Data extracts -
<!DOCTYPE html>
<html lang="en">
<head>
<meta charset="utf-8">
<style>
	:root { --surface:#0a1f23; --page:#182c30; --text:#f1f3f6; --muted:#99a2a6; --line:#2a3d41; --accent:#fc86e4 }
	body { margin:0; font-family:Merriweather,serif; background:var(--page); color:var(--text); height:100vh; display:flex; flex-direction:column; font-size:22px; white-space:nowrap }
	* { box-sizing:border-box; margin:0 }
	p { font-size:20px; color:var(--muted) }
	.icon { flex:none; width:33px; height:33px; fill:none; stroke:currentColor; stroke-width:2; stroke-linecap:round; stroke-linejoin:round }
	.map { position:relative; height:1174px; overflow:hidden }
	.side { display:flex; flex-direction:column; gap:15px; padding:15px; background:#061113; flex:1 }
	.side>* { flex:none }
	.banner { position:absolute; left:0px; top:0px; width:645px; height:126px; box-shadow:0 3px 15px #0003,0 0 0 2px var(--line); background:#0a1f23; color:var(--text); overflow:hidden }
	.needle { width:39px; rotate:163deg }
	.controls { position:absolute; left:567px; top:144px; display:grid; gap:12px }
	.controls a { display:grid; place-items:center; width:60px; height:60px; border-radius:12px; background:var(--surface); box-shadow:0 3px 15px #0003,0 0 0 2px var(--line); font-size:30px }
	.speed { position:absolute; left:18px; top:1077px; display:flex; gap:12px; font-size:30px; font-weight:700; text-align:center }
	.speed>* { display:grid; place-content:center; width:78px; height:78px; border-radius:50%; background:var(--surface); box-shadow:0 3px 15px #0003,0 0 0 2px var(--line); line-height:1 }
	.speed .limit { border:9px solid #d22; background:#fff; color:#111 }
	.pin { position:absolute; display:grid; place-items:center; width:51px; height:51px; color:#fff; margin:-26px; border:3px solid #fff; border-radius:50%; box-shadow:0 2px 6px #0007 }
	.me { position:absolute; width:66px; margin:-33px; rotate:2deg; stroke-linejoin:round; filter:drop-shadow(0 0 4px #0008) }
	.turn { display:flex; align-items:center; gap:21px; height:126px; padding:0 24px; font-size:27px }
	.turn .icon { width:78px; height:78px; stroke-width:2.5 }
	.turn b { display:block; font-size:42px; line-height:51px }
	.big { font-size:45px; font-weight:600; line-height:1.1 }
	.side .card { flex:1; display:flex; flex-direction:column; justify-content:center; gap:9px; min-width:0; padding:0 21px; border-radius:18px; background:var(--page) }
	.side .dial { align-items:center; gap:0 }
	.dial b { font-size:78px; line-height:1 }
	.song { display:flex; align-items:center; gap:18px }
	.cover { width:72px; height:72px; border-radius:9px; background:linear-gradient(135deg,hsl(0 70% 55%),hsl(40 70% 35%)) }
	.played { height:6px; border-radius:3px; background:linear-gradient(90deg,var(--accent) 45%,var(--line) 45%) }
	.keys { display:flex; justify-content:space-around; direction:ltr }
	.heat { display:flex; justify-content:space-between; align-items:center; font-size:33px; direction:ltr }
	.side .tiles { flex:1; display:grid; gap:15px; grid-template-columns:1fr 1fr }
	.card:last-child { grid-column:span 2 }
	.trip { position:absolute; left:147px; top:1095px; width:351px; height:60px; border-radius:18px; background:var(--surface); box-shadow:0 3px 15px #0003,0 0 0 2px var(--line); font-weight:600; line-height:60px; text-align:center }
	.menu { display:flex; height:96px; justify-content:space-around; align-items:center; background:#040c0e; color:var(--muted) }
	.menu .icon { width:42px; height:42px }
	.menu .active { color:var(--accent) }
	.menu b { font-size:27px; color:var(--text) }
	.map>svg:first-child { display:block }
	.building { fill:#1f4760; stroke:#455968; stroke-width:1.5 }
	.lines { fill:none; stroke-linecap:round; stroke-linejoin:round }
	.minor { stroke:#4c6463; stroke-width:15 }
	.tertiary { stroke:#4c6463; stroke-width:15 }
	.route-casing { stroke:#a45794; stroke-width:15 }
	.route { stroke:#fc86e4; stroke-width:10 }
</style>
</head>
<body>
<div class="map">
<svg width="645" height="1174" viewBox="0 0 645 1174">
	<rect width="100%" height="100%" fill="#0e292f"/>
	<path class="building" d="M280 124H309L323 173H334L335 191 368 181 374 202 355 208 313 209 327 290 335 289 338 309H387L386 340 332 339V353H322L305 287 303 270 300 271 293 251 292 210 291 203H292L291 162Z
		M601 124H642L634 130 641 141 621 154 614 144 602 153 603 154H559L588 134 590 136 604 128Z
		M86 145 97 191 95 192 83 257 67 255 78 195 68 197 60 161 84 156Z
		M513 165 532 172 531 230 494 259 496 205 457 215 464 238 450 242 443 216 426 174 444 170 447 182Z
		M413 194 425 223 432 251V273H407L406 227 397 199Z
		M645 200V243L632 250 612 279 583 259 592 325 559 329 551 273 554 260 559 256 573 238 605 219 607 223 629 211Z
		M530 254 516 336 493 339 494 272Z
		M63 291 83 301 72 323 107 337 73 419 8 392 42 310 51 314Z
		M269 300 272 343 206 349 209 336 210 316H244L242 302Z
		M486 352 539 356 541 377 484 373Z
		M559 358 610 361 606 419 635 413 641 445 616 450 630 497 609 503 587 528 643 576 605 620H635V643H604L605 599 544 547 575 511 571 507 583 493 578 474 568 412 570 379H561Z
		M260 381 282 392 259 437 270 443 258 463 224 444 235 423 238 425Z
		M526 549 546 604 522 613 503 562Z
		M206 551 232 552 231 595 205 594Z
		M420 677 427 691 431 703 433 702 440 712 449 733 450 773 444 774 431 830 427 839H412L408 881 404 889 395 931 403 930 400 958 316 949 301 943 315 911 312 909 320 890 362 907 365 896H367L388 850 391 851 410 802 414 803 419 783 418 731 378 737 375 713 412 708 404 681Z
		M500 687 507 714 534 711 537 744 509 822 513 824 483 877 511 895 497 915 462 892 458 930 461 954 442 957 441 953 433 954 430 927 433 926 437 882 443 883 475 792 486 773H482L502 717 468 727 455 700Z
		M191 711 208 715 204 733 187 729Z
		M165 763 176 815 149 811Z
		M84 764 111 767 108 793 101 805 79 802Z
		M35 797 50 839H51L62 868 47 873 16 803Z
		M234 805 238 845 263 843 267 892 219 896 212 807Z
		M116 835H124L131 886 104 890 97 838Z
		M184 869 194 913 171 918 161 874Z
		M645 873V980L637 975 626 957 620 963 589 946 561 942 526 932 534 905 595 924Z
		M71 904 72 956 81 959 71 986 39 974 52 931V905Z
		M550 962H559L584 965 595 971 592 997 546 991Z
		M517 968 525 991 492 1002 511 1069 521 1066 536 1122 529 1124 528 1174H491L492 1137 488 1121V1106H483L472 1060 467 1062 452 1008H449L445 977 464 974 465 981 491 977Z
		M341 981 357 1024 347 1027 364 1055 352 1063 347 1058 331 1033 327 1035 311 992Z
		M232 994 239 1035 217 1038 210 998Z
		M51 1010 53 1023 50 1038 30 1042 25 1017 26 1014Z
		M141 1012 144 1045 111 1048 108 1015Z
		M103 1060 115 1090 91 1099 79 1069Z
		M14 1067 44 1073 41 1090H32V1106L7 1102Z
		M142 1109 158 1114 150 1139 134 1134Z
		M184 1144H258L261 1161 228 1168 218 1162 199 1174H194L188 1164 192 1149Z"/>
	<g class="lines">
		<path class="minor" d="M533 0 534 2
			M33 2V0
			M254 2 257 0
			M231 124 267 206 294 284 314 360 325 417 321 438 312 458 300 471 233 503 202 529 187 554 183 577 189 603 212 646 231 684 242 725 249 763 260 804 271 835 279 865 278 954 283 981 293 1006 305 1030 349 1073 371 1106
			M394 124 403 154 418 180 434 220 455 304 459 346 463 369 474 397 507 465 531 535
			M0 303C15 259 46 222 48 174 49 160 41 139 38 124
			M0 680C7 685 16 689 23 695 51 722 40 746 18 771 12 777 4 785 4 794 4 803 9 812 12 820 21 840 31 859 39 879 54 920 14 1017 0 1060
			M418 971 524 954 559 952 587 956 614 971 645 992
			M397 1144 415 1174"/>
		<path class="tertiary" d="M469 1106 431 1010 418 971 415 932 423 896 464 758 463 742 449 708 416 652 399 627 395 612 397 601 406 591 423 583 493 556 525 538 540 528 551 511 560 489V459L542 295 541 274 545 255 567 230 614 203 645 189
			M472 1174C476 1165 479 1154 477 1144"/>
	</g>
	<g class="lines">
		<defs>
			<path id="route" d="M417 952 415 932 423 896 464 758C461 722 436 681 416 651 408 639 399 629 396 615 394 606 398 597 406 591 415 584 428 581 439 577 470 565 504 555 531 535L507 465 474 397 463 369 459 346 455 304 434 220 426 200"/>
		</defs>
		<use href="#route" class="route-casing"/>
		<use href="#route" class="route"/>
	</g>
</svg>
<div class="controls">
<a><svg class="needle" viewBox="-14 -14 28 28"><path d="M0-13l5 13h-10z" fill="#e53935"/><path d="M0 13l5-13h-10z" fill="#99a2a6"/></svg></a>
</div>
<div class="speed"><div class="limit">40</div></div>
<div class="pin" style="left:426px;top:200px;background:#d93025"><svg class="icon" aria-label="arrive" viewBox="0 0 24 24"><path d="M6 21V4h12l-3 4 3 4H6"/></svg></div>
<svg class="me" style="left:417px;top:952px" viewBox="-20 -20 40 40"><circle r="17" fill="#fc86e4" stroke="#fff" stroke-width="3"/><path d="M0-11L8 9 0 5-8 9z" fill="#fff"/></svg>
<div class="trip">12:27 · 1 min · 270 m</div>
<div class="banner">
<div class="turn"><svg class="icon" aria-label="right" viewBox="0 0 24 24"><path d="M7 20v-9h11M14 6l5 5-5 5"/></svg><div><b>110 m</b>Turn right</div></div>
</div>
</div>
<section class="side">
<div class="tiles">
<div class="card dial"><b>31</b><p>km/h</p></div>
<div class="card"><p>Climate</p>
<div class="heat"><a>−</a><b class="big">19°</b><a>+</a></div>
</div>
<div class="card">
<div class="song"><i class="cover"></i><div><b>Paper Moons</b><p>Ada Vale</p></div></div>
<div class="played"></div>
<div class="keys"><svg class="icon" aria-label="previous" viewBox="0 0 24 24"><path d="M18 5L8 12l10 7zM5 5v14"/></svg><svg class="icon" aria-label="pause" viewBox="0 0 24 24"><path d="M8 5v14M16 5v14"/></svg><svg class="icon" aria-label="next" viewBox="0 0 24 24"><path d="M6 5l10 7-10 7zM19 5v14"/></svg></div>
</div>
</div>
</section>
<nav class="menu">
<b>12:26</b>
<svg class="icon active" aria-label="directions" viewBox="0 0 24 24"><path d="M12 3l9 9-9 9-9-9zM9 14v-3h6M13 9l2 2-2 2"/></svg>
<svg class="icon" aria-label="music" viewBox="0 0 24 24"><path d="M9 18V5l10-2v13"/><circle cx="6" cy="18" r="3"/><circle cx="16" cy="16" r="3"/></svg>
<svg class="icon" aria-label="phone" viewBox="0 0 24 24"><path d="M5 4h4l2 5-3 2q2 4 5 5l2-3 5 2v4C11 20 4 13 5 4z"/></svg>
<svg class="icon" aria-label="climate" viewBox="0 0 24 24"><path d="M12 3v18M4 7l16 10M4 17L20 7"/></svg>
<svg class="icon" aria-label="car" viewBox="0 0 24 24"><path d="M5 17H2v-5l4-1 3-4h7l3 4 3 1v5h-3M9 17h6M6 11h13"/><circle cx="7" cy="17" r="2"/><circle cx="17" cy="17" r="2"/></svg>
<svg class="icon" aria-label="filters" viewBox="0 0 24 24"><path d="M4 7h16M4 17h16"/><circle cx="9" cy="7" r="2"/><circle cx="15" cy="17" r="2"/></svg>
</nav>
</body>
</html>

What you will do -
Within the listing above, the lines holding "body" should be counted. Give only the number.

Response box -
3